Input for this task START
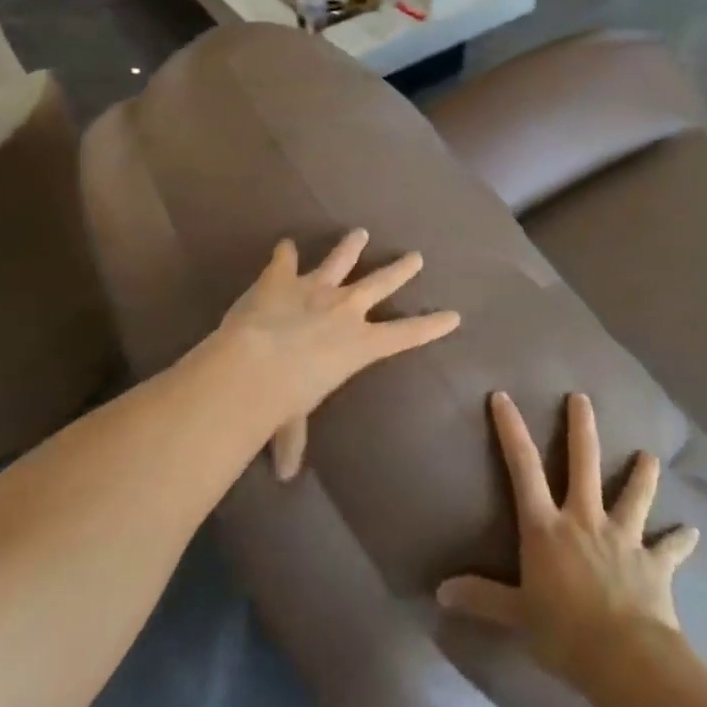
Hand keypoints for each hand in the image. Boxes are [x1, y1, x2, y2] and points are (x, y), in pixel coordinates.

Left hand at [211, 229, 459, 480]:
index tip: (454, 314)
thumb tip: (283, 474)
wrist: (252, 364)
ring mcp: (314, 287)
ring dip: (350, 246)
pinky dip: (284, 252)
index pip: (406, 334)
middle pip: (381, 283)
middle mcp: (344, 309)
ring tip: (360, 232)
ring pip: (341, 259)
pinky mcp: (281, 277)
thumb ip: (292, 439)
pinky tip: (283, 243)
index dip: (432, 326)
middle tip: (416, 256)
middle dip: (401, 269)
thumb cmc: (283, 401)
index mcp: (359, 344)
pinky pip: (285, 258)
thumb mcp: (292, 421)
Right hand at [437, 391, 698, 680]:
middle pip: (583, 463)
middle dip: (581, 427)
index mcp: (547, 528)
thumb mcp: (516, 616)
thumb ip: (481, 599)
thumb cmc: (563, 632)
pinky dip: (681, 540)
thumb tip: (439, 593)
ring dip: (642, 475)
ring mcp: (623, 537)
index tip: (503, 396)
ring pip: (633, 495)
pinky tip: (694, 531)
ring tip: (649, 456)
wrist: (625, 657)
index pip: (523, 469)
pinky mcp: (654, 563)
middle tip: (582, 397)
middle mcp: (584, 520)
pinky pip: (670, 548)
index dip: (511, 430)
Input for this task END
** Problem statement **
Pictures in the records are to be left out; repeat everything else exactly.

** Response **
Hand keypoints for each hand in the image. Boxes are [x1, y1, x2, y2] and points are (x, y), in pixel coordinates.

Left hand at [211, 229, 459, 480]:
index tip: (454, 314)
thumb tip: (283, 474)
wrist: (252, 364)
ring mcp: (314, 287)
ring dip: (350, 246)
pinky dip: (284, 252)
index pip: (406, 334)
middle pip: (381, 283)
middle mcp: (344, 309)
ring tip: (360, 232)
ring pip: (341, 259)
pinky mcp: (281, 277)
thumb ip: (292, 439)
pinky tip: (283, 243)
index dip: (432, 326)
middle tip: (416, 256)
middle dip: (401, 269)
thumb cmc: (283, 401)
index mcp: (359, 344)
pinky pip: (285, 258)
thumb mcp: (292, 421)
Right hand at [437, 391, 698, 680]:
middle pip: (583, 463)
middle dip: (581, 427)
index mcp: (547, 528)
thumb mcp: (516, 616)
thumb ip: (481, 599)
thumb cmc: (563, 632)
pinky dip: (681, 540)
thumb tip: (439, 593)
ring dip: (642, 475)
ring mcp: (623, 537)
index tip: (503, 396)
ring pip: (633, 495)
pinky tip: (694, 531)
ring tip: (649, 456)
wrist: (625, 657)
index pip: (523, 469)
pinky mcp: (654, 563)
middle tip: (582, 397)
middle mcp: (584, 520)
pinky pip: (670, 548)
index dip: (511, 430)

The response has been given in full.